What you need to do: What lines in the records below include the word "lane"? Return each one.

======== Records shown

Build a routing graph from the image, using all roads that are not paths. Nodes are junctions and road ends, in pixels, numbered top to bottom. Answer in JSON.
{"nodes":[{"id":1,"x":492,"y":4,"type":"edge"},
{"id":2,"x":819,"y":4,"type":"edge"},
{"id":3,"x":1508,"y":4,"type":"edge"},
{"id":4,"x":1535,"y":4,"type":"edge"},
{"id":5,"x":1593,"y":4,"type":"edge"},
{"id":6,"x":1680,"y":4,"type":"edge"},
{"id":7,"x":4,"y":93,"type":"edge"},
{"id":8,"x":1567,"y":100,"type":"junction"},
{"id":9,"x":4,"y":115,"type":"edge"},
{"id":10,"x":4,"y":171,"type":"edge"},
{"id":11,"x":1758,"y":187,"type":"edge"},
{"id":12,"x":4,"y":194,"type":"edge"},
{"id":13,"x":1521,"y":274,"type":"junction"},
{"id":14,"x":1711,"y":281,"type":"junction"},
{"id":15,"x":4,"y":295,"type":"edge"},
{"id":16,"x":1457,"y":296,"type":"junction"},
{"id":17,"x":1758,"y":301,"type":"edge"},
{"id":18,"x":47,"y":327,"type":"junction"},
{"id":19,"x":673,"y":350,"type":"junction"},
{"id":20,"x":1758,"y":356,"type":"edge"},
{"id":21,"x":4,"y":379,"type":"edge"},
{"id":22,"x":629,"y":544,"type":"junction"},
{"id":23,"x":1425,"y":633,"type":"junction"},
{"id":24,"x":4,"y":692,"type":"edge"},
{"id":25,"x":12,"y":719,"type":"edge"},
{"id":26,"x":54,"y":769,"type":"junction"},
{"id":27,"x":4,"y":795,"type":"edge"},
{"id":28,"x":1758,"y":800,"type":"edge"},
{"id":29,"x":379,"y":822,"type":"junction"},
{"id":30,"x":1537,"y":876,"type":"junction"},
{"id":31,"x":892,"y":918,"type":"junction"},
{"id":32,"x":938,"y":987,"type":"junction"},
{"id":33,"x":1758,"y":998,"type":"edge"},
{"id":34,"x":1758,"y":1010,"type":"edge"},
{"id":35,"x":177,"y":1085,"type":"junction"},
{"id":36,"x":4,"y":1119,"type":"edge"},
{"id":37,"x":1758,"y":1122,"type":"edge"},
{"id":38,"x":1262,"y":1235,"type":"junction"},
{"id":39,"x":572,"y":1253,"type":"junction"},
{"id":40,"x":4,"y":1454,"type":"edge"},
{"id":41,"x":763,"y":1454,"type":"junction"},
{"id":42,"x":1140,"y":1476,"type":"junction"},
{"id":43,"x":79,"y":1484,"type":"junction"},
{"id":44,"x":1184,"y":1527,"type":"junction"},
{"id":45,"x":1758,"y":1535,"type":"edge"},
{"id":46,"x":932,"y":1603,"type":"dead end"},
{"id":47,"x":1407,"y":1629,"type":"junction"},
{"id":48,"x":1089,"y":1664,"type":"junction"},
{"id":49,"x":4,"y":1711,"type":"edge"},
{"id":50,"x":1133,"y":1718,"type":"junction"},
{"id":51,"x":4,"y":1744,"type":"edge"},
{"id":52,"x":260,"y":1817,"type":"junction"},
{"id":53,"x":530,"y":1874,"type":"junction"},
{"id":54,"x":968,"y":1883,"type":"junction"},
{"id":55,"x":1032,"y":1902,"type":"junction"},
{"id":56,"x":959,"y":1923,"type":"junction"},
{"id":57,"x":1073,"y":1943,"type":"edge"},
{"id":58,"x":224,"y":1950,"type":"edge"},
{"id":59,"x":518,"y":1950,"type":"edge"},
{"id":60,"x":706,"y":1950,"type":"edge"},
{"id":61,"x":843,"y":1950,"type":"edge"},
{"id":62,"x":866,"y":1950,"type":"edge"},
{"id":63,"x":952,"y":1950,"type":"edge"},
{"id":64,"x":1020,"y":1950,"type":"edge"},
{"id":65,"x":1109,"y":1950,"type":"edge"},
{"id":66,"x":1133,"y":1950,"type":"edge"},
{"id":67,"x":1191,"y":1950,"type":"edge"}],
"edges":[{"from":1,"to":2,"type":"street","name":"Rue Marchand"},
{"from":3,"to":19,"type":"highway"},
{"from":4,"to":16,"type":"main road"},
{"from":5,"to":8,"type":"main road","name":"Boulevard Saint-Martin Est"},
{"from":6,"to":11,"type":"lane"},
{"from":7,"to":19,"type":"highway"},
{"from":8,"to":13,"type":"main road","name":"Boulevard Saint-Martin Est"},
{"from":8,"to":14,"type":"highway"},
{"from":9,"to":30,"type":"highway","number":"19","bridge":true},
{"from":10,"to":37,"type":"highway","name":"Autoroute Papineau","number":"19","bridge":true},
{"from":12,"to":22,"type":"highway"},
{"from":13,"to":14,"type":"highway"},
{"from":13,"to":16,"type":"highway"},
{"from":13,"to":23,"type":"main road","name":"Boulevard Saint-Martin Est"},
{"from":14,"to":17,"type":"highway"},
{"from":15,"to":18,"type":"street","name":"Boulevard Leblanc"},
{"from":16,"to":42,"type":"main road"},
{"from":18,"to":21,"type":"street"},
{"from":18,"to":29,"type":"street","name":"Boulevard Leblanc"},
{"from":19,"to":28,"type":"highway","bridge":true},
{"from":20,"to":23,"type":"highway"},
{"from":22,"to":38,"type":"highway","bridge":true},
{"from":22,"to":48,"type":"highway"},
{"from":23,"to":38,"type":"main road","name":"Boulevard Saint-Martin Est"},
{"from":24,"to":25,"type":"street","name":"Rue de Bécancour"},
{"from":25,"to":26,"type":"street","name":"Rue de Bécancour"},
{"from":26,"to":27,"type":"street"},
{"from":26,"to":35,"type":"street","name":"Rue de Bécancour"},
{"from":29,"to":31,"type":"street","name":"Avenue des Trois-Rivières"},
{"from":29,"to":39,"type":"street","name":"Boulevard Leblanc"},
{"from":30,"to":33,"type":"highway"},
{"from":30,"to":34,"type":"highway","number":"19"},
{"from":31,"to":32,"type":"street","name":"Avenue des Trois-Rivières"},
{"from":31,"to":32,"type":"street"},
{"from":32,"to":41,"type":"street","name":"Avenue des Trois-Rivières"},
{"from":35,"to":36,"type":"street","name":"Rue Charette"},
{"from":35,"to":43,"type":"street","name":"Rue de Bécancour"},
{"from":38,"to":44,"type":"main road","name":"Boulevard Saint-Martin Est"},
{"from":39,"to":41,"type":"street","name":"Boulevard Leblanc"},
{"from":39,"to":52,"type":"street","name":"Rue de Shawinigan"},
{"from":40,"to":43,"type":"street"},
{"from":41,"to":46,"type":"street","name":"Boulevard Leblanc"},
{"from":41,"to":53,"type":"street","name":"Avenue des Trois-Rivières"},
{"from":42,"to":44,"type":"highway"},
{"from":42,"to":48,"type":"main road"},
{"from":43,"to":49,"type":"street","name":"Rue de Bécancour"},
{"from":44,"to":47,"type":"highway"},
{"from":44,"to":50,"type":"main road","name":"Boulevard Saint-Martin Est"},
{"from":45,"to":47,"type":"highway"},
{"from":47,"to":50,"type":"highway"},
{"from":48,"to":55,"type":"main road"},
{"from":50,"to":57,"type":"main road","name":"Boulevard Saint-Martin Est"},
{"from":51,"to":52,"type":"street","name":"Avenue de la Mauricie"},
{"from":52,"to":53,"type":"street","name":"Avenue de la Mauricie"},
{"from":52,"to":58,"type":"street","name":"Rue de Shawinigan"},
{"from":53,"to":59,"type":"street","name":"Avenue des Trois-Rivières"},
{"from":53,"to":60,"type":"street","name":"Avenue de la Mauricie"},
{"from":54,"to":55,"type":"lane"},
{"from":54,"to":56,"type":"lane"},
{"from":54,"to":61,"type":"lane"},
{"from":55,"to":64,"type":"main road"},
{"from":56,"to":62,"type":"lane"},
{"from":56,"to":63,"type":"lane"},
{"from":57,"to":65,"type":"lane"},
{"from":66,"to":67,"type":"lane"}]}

================

Exercise output:
{"from":6,"to":11,"type":"lane"},
{"from":54,"to":55,"type":"lane"},
{"from":54,"to":56,"type":"lane"},
{"from":54,"to":61,"type":"lane"},
{"from":56,"to":62,"type":"lane"},
{"from":56,"to":63,"type":"lane"},
{"from":57,"to":65,"type":"lane"},
{"from":66,"to":67,"type":"lane"}]}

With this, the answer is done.